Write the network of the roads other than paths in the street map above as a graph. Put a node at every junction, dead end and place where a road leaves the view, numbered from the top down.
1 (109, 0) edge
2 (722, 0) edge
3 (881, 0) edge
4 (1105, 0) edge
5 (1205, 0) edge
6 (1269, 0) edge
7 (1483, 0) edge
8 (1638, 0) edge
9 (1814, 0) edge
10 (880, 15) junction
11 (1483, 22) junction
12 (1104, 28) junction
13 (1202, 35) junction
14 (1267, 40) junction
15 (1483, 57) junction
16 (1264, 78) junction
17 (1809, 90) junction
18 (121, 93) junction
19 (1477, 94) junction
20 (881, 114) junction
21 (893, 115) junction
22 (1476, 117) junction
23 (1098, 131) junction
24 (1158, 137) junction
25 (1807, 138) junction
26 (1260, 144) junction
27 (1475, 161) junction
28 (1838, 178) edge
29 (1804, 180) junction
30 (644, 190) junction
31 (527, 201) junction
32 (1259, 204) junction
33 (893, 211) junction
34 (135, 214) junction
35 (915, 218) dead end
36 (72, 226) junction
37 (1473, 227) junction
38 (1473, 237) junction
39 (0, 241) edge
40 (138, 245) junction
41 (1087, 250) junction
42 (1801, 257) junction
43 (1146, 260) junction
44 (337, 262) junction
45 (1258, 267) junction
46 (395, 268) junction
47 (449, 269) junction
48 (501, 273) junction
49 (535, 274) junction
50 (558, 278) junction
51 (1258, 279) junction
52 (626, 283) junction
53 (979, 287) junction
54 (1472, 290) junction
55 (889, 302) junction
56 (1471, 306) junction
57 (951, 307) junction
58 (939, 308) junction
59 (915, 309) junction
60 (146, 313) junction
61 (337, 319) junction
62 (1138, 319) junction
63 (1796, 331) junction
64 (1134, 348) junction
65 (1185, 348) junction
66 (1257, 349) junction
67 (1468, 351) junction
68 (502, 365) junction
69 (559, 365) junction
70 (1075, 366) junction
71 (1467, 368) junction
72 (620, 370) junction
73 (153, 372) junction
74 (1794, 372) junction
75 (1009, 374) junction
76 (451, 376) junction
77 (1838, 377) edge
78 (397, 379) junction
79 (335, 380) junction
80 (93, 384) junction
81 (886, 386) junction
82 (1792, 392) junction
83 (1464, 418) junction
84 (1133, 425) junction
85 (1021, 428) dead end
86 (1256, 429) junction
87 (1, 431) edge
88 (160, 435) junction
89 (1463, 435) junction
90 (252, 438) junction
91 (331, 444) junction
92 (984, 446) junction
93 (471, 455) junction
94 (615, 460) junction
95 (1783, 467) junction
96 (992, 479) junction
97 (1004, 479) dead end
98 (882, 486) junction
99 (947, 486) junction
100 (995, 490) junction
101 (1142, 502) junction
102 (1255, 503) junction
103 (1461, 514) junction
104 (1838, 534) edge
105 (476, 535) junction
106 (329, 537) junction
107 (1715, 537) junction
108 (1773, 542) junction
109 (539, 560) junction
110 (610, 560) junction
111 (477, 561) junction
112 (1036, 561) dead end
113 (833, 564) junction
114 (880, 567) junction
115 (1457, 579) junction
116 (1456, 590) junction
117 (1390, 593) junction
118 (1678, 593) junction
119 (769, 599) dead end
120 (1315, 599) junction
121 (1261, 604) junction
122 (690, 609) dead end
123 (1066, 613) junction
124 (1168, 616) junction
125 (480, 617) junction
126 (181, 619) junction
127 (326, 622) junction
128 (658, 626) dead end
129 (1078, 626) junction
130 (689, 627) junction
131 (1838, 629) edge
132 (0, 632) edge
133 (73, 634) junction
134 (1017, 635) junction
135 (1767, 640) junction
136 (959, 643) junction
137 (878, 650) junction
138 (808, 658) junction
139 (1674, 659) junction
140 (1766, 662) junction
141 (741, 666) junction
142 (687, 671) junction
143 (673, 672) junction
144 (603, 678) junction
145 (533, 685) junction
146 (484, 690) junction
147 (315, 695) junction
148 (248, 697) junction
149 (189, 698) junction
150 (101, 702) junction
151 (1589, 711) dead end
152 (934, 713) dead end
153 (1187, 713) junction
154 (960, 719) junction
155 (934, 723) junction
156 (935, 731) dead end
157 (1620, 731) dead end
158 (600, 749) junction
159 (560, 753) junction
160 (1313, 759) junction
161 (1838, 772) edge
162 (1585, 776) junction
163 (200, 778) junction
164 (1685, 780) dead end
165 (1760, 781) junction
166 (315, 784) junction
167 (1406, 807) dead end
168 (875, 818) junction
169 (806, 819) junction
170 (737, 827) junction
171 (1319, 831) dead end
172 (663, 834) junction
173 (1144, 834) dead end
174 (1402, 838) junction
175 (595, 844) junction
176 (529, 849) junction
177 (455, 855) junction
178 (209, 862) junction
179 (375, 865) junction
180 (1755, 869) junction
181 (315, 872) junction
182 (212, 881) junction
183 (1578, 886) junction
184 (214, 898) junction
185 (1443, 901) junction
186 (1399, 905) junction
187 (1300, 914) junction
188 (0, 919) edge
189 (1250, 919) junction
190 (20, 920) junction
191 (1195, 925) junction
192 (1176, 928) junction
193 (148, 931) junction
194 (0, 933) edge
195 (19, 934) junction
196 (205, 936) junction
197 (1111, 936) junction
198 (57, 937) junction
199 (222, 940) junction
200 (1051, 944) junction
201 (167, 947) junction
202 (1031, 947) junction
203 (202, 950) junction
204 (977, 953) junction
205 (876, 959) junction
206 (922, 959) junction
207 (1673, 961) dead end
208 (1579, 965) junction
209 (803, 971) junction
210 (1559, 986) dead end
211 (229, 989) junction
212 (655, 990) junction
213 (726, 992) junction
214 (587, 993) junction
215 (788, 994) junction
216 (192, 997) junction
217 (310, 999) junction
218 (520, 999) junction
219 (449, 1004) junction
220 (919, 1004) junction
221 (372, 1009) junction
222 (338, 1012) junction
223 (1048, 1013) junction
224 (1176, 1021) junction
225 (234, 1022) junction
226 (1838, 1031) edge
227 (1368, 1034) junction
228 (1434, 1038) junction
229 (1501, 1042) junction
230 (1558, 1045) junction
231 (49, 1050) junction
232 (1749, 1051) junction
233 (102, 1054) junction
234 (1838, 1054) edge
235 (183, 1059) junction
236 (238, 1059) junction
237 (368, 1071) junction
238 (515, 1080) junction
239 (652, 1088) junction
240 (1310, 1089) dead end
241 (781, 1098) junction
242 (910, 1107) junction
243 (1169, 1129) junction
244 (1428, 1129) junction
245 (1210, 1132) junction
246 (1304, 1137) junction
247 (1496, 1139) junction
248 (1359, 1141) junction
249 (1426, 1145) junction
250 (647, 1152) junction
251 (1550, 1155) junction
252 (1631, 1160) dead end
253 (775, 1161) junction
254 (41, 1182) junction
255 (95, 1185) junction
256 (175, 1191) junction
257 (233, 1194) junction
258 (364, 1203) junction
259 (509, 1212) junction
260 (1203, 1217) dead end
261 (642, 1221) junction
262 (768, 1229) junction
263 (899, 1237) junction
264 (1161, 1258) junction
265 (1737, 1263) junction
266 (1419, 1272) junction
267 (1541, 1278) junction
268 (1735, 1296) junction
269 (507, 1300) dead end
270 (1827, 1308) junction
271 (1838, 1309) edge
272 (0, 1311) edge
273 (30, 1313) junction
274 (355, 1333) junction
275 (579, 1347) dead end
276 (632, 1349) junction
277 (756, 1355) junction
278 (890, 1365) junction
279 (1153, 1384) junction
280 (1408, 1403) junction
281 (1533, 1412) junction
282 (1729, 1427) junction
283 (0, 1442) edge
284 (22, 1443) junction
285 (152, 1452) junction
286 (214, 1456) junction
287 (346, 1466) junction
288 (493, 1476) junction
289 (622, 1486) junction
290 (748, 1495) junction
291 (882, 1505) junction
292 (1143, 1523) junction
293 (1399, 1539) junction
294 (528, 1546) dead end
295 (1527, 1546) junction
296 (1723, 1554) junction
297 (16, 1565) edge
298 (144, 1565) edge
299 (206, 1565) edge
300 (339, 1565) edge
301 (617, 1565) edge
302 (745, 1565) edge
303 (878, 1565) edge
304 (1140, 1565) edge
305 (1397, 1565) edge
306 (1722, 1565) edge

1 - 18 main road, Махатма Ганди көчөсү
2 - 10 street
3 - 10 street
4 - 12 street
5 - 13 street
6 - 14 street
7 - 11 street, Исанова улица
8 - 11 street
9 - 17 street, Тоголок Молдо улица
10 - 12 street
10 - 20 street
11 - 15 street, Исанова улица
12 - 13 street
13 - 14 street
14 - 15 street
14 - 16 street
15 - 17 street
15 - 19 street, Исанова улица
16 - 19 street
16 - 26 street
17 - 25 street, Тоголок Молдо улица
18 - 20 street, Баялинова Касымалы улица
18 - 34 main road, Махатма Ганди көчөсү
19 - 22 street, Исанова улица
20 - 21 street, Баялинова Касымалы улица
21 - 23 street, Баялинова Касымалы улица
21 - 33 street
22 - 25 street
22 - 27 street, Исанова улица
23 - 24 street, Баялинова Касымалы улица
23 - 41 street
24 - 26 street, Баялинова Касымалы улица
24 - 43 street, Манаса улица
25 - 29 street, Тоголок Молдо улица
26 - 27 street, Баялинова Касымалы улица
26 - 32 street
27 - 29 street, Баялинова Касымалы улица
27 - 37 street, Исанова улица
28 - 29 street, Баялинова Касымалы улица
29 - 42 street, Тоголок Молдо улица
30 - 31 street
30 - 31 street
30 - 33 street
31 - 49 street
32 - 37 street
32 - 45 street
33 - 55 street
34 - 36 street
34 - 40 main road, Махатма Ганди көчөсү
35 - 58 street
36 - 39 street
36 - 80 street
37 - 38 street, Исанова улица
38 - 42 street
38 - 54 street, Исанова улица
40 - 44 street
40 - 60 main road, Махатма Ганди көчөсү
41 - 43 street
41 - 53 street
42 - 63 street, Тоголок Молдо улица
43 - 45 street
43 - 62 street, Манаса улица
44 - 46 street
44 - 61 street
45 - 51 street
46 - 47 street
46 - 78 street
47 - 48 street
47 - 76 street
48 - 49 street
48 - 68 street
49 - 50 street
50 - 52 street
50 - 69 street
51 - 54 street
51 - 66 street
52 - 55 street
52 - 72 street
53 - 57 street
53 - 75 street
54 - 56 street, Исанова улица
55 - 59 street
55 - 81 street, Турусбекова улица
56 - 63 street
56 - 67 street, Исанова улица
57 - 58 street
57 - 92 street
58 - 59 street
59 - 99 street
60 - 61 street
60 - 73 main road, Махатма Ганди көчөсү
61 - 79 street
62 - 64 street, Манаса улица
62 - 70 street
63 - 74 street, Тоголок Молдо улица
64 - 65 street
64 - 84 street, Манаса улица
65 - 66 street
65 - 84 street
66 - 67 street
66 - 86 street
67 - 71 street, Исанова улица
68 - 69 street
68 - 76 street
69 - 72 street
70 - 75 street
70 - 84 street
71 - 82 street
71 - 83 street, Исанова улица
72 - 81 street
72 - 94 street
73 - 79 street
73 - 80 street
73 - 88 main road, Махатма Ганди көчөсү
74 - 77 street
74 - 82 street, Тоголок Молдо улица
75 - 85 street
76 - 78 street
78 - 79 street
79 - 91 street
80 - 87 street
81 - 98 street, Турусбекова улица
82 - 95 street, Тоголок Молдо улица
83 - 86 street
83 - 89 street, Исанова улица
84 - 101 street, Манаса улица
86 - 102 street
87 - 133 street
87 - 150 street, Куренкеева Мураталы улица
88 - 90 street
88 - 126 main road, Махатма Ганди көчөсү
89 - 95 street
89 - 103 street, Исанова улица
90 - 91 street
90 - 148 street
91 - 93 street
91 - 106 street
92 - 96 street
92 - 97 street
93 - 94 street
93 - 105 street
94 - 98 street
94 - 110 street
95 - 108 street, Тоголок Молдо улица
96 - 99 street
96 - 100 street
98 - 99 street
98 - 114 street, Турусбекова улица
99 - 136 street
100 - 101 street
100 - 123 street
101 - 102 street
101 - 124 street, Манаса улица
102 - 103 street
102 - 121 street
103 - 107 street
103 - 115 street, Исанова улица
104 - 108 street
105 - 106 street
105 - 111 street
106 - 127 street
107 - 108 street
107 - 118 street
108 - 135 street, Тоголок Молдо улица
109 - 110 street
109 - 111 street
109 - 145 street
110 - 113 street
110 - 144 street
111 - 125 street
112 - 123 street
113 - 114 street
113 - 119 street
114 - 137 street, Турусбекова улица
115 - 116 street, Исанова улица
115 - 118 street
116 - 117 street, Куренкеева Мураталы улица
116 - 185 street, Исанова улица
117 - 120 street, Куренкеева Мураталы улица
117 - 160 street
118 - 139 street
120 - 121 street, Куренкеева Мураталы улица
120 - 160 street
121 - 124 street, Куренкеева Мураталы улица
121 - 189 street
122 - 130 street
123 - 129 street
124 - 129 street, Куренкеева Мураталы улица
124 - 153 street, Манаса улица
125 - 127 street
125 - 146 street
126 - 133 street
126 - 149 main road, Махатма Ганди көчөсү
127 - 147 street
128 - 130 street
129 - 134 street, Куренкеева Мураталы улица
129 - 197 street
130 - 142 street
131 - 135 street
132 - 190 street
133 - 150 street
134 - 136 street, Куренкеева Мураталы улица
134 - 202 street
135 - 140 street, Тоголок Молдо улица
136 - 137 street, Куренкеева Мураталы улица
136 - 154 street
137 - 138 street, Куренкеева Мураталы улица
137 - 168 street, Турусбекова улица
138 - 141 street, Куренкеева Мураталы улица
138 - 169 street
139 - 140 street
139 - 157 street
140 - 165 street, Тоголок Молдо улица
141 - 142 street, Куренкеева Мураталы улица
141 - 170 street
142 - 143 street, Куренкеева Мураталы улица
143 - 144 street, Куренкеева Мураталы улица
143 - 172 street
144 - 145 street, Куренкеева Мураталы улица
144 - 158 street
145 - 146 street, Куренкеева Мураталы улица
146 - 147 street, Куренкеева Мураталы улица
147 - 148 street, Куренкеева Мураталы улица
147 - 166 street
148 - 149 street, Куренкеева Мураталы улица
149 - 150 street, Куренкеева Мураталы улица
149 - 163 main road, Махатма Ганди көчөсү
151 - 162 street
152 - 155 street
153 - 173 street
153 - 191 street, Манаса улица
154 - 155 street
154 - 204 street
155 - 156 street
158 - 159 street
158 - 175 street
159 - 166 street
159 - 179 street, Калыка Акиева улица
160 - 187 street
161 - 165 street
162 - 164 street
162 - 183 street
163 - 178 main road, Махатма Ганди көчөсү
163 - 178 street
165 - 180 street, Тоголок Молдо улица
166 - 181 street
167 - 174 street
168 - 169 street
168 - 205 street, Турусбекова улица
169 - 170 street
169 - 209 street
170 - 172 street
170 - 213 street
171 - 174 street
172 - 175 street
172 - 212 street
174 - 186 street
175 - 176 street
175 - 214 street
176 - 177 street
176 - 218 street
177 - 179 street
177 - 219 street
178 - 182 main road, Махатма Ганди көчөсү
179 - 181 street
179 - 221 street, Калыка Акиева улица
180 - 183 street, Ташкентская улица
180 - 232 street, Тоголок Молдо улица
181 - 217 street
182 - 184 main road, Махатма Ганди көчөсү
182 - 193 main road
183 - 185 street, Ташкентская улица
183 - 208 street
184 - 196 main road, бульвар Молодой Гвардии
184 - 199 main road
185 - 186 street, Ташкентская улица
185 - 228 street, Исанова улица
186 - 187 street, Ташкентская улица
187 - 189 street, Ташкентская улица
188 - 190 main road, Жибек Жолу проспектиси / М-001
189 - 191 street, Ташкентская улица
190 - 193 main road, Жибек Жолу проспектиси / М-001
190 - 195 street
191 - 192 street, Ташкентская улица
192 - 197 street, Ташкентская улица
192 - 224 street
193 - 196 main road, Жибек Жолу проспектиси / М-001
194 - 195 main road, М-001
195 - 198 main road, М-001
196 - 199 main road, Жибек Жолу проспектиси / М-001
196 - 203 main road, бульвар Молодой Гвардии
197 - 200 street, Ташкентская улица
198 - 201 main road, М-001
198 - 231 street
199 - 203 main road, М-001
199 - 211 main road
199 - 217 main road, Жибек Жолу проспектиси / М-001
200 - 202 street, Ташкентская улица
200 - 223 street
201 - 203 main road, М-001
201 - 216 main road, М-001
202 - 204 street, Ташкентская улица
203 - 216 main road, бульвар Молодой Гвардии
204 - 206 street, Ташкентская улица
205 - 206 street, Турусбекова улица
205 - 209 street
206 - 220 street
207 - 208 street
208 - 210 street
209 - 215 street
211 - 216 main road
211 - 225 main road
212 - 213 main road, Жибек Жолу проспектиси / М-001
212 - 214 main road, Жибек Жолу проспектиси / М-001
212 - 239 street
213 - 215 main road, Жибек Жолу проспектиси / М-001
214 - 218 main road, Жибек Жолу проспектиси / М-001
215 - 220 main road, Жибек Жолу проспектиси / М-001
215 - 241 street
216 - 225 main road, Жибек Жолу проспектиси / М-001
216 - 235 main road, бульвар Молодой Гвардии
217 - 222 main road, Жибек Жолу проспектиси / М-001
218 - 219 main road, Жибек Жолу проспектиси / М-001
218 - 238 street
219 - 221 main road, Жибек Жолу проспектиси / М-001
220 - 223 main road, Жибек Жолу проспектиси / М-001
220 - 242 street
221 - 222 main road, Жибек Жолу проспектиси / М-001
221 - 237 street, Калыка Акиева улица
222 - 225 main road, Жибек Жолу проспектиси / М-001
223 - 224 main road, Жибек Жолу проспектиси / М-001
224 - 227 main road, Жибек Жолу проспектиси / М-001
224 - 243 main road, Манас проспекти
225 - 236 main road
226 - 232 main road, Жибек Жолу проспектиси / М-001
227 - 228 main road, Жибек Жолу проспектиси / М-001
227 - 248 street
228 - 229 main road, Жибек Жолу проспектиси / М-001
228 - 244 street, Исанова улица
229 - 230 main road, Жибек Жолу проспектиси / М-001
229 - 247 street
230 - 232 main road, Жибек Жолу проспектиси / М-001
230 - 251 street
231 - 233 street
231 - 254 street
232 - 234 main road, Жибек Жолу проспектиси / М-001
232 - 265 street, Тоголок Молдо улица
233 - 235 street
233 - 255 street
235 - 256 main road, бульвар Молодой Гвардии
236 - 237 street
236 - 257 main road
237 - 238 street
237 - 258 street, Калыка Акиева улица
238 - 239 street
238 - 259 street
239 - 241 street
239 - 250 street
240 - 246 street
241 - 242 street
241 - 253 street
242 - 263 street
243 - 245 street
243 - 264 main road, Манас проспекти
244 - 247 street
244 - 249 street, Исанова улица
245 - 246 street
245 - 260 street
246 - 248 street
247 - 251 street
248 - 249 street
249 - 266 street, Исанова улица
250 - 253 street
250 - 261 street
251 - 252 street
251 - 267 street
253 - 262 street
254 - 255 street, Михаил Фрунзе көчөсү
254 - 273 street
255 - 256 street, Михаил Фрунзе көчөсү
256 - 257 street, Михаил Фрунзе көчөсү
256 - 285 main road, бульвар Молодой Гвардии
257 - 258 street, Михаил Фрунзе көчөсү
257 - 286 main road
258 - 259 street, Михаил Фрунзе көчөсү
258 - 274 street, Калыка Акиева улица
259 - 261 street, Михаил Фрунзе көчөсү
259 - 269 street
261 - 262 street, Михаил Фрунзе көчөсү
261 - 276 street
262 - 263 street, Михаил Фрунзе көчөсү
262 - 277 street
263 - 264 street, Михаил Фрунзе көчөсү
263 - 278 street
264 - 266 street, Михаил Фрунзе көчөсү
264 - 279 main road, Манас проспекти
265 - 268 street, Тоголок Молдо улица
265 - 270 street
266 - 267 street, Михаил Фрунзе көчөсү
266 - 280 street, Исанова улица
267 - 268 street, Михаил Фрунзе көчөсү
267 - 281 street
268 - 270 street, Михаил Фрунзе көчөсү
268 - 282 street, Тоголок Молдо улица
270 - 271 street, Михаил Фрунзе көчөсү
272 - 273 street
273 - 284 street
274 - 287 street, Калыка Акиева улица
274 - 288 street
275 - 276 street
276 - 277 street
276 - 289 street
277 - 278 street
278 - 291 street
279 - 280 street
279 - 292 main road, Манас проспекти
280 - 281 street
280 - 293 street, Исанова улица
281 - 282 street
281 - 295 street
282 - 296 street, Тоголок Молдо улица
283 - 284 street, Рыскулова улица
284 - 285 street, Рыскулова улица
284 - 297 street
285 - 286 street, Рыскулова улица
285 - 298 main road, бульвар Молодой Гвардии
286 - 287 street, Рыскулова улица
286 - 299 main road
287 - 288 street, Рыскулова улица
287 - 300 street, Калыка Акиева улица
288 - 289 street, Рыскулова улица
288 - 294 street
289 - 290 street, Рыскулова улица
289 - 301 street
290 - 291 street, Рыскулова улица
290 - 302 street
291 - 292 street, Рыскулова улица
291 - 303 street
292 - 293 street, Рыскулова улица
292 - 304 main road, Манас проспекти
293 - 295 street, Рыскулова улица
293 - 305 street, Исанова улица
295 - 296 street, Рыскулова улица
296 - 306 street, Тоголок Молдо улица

## Task:
Determine how many lines in the listing above hold "Гвардии". Give the number without any other words.

## Exercise result:
7